Problem —
How many lines of the entries below contain the string "positions"? State the number alone.

Input data —
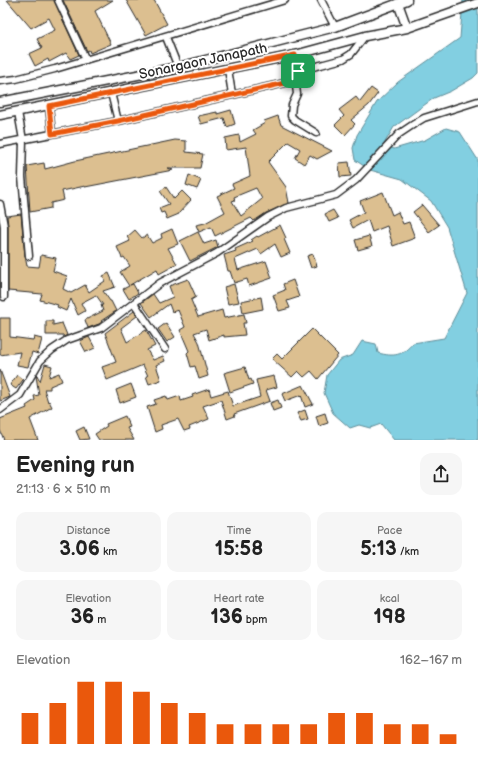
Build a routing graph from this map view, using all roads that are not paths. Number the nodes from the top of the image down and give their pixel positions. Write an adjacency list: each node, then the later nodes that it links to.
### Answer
1 (58, 0): 12 (street)
2 (285, 0): 10 (street)
3 (322, 0): 7 (street)
4 (407, 0): 5 (main road, Sonargaon Janapath)
5 (398, 3): 7 (main road, Sonargaon Janapath); 8 (main road)
6 (478, 3): 8 (main road, Sonargaon Janapath)
7 (335, 27): 13 (main road, Sonargaon Janapath)
8 (407, 28): 9 (main road, Sonargaon Janapath)
9 (365, 36): 11 (main road, Sonargaon Janapath); 15 (street)
10 (166, 37): 12 (street); 13 (street)
11 (295, 55): 14 (main road, Sonargaon Janapath); 15 (street)
12 (86, 60): 17 (street)
13 (178, 67): 21 (main road, Sonargaon Janapath)
14 (228, 69): 18 (main road, Sonargaon Janapath); 19 (street)
15 (298, 71): 16 (street)
16 (295, 78): 19 (street); 26 (street)
17 (0, 81)
18 (111, 93): 22 (main road, Sonargaon Janapath); 25 (street)
19 (232, 94): 25 (street)
20 (478, 101): 33 (street)
21 (0, 102)
22 (49, 106): 23 (main road, Sonargaon Janapath); 27 (street)
23 (18, 112): 24 (main road, Sonargaon Janapath); 28 (street)
24 (0, 115)
25 (118, 121): 27 (street)
26 (316, 132)
27 (52, 134): 28 (street)
28 (23, 140): 29 (street); 31 (street)
29 (0, 144)
30 (0, 204): 32 (street)
31 (29, 256)
32 (4, 296)
33 (134, 303): 34 (street); 35 (street)
34 (165, 350)
35 (0, 410)

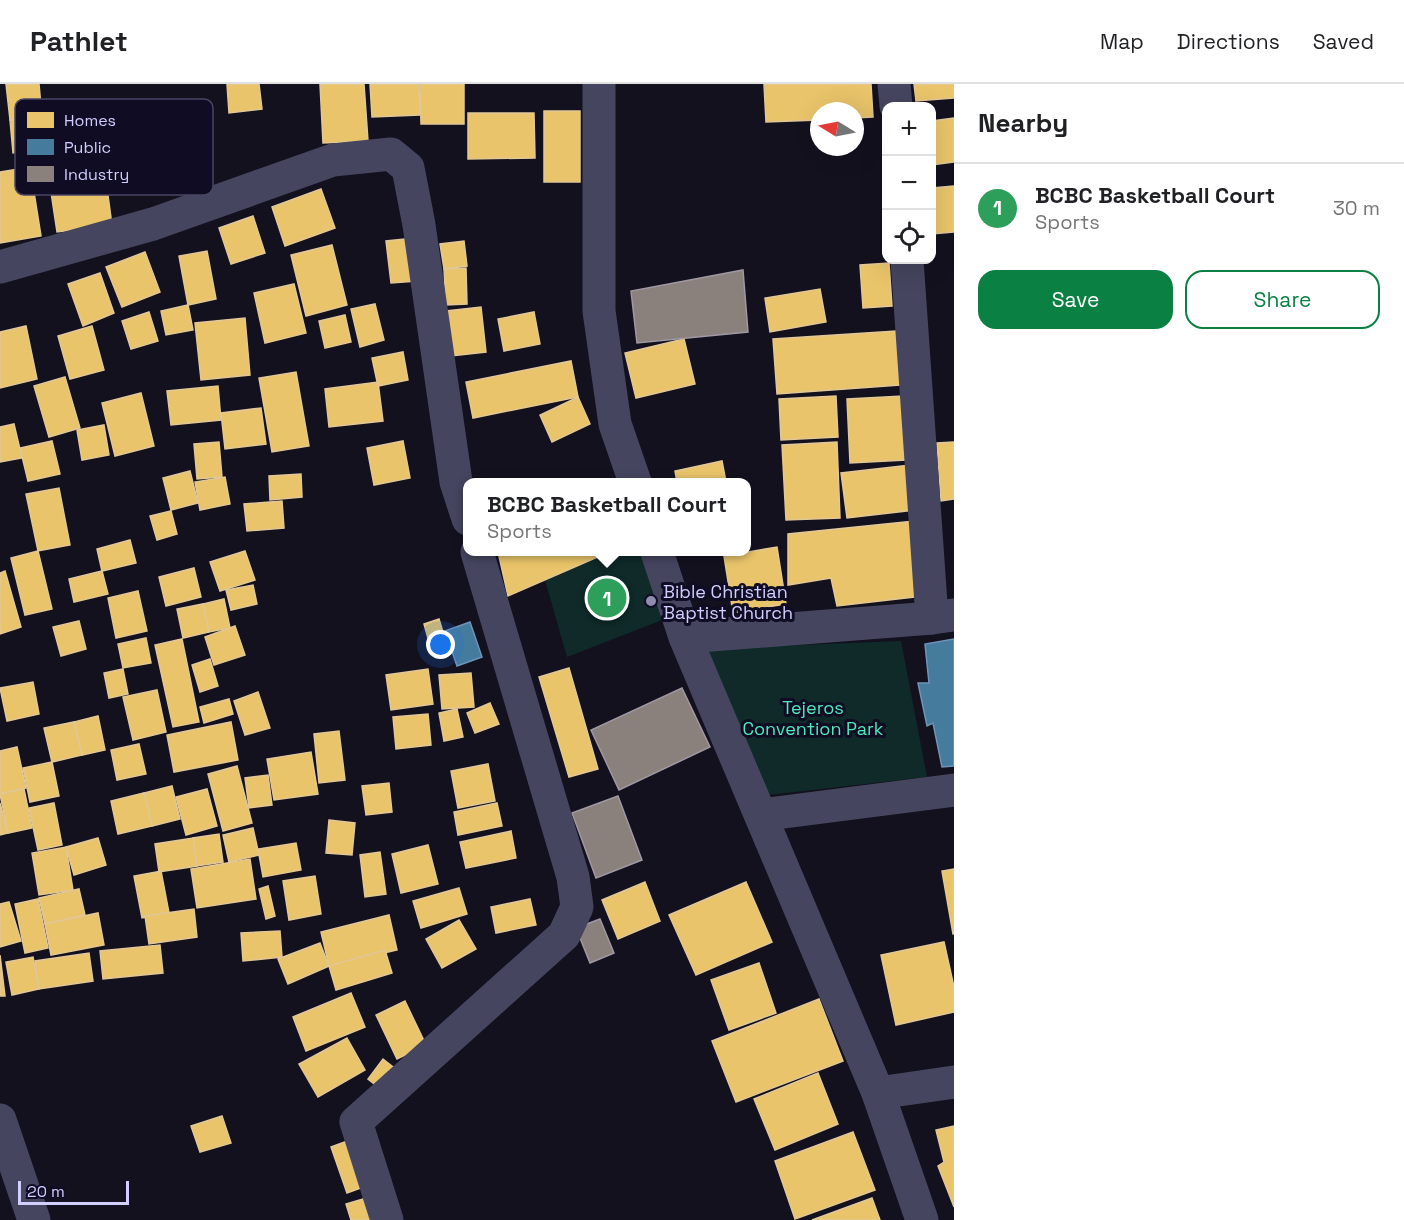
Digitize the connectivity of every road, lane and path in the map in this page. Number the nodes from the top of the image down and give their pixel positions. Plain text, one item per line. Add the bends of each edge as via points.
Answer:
1 (599, 84) edge
2 (894, 84) edge
3 (896, 102) edge
4 (907, 264) edge
5 (0, 267) edge
6 (633, 478) edge
7 (463, 504) edge
8 (478, 556) edge
9 (658, 556) edge
10 (943, 616) edge
11 (686, 637) junction
12 (954, 789) edge
13 (761, 815) junction
14 (954, 1082) edge
15 (878, 1093) junction
16 (0, 1120) edge
17 (34, 1220) edge
18 (387, 1220) edge
19 (922, 1220) edge

1 - 6 street via 599,311 615,424
2 - 3 street
4 - 10 street
5 - 7 street via 153,224 333,160 391,154 408,168 456,482
8 - 18 street via 573,878 577,907 564,935 356,1122
9 - 11 street
10 - 11 street
11 - 13 street
12 - 13 street
13 - 15 street
14 - 15 street
15 - 19 street
16 - 17 street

Answer below —
2